7

I have a dataset of transactional data with customer ID and I want to segment the dataset into groups using cluster analysis. I'm interested in following the evolution of each cluster over time, but since customers have very different behaviours (roughly 50% of the time a customer will change cluster the week after), I was wondering what would be a statistically sound approach. Is it a good idea to train a clustering algorithm every week and look backwards at the weekly evolution of each segment?

Egodym
  • 182
  • 5
  • Which clustering technique are you using to generate the clusters? – pseudoabdul Jan 12 '22 at 02:42
  • I used k-means but my question was not just limited to that. – Egodym Jan 12 '22 at 03:04
  • k-means will work because the number of clusters is fixed. One option is to run k-means every week over the data. You will have generated time series which you can then analyze. For example, you could plot the size of your largest cluster over time. – pseudoabdul Jan 12 '22 at 06:40

4 Answers4

1

You can try

  1. Dynamic mode decomposition.
  2. Dynamic Time Warping. Found a nice resource on Towards data science blog.

These two have proven better approaches than PCA for time series clustering.

Happy coding

Arpit-Gole
  • 111
  • 3
0

May be what you were looking for is the Rand index ?

This "is a measure of the similarity between two data clusterings", in other words, if the RI is close to 1 (after repeated clustering over a time window) then your segment are stable.

aRedDish
  • 31
  • 5
-1

Cluster once.

Study the clusters and refine them to define classes.

Then classify points to these classes.

Has QUIT--Anony-Mousse
  • 7,969
  • 1
  • 14
  • 30
  • Thanks.
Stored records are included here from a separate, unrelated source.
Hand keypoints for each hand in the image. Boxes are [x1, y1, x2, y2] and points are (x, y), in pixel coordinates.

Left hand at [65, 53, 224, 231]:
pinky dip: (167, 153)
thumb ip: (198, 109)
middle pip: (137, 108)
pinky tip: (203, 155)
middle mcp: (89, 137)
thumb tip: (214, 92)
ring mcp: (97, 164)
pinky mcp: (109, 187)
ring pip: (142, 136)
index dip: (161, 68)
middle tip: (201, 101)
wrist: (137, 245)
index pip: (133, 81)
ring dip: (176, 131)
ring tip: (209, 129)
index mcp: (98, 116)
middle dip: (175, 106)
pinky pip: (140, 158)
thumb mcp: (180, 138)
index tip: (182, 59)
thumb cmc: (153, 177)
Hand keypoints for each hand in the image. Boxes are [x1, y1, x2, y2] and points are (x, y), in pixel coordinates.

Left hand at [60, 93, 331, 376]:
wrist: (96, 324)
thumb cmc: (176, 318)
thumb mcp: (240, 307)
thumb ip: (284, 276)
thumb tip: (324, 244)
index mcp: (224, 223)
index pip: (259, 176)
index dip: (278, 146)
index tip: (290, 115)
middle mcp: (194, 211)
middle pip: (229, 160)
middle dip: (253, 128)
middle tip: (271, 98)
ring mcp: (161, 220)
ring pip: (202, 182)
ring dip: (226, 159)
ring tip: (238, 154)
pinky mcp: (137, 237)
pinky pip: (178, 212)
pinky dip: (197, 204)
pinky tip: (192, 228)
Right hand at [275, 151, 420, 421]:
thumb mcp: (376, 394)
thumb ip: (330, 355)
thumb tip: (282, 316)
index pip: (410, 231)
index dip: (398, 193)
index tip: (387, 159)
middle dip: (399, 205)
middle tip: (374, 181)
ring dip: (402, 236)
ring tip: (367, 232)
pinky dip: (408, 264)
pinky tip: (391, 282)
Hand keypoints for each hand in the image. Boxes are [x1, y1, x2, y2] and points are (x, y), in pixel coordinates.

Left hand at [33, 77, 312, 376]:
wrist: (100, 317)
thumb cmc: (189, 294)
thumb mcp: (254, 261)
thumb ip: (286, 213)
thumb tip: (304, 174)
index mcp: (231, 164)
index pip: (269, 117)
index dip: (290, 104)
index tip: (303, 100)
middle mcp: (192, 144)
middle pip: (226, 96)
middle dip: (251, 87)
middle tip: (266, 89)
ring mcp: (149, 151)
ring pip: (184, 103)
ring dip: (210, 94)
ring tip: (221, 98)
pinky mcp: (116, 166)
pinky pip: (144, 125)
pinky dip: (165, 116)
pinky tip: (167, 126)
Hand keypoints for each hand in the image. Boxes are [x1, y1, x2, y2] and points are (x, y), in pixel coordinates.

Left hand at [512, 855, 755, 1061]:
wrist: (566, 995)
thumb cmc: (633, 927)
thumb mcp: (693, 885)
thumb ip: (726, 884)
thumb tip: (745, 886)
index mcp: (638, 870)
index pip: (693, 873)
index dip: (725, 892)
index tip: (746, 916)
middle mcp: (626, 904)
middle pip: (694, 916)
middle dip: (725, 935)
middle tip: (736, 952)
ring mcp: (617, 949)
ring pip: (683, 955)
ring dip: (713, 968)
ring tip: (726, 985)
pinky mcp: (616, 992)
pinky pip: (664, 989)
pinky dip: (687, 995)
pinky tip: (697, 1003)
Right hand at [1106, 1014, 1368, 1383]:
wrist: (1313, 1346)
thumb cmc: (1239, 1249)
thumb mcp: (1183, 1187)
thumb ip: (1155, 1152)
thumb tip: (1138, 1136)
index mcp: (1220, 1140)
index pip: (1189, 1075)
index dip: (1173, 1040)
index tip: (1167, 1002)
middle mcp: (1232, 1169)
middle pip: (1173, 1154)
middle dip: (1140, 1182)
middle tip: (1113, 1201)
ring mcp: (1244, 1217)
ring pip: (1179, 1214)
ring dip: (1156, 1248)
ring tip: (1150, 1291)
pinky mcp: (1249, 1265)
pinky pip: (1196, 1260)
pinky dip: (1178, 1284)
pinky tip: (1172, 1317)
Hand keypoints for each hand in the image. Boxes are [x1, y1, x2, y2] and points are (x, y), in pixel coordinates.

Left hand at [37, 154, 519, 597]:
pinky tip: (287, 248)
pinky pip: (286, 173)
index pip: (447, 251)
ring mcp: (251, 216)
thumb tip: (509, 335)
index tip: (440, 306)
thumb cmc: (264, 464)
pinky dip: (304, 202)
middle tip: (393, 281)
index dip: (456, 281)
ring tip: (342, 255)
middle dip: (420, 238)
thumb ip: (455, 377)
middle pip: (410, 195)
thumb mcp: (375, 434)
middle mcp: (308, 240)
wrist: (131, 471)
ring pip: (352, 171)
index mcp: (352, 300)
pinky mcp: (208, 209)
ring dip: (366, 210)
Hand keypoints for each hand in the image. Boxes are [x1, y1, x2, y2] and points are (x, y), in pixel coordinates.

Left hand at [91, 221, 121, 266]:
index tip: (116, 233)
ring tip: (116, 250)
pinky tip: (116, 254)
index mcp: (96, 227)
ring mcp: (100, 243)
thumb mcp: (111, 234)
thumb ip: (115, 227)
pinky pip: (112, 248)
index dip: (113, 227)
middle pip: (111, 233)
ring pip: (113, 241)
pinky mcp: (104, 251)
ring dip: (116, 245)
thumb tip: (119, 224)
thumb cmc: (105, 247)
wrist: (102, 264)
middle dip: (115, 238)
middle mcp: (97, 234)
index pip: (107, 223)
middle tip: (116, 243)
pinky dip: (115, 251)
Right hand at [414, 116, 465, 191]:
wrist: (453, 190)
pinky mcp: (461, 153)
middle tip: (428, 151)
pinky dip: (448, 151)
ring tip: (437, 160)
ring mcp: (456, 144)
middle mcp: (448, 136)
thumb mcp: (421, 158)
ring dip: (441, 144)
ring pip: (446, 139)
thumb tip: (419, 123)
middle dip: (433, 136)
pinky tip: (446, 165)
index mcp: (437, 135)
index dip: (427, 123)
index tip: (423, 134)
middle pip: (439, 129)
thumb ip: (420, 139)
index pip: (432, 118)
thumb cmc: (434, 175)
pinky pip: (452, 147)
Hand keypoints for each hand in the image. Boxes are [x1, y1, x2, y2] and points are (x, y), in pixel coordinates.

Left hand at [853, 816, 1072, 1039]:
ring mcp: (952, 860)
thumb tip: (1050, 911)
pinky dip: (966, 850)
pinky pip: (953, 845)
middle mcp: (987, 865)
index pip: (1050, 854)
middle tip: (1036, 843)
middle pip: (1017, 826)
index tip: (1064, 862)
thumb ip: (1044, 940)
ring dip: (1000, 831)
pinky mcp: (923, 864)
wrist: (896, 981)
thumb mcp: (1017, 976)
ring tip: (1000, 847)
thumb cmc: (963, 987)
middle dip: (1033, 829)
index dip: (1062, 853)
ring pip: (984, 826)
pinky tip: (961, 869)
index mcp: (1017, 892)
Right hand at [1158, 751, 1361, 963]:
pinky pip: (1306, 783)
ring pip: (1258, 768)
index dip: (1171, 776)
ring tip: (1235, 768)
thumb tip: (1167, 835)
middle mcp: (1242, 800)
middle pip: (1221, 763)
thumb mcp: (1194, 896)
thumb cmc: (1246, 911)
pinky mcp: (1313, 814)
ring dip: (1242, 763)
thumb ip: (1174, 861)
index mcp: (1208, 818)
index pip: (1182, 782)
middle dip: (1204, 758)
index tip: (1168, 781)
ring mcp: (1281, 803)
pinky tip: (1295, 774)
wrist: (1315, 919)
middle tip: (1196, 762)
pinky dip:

Any reference to dive deeper? My concern is whether clustering once 2 years of monthly data would yield different results than clustering each month separately and then looking at the results. – Egodym May 14 '20 at 22:28
-1

Run Clustering periodically (say every month). Use the elbow method to make a decision on the best number of clusters (be open to this aspect of the system changing over time). Define / Label what each cluster represents - The centroids of each cluster represents the average behavior of the inmates within the cluster.

Jayaram Iyer
  • 785
  • 5
  • 8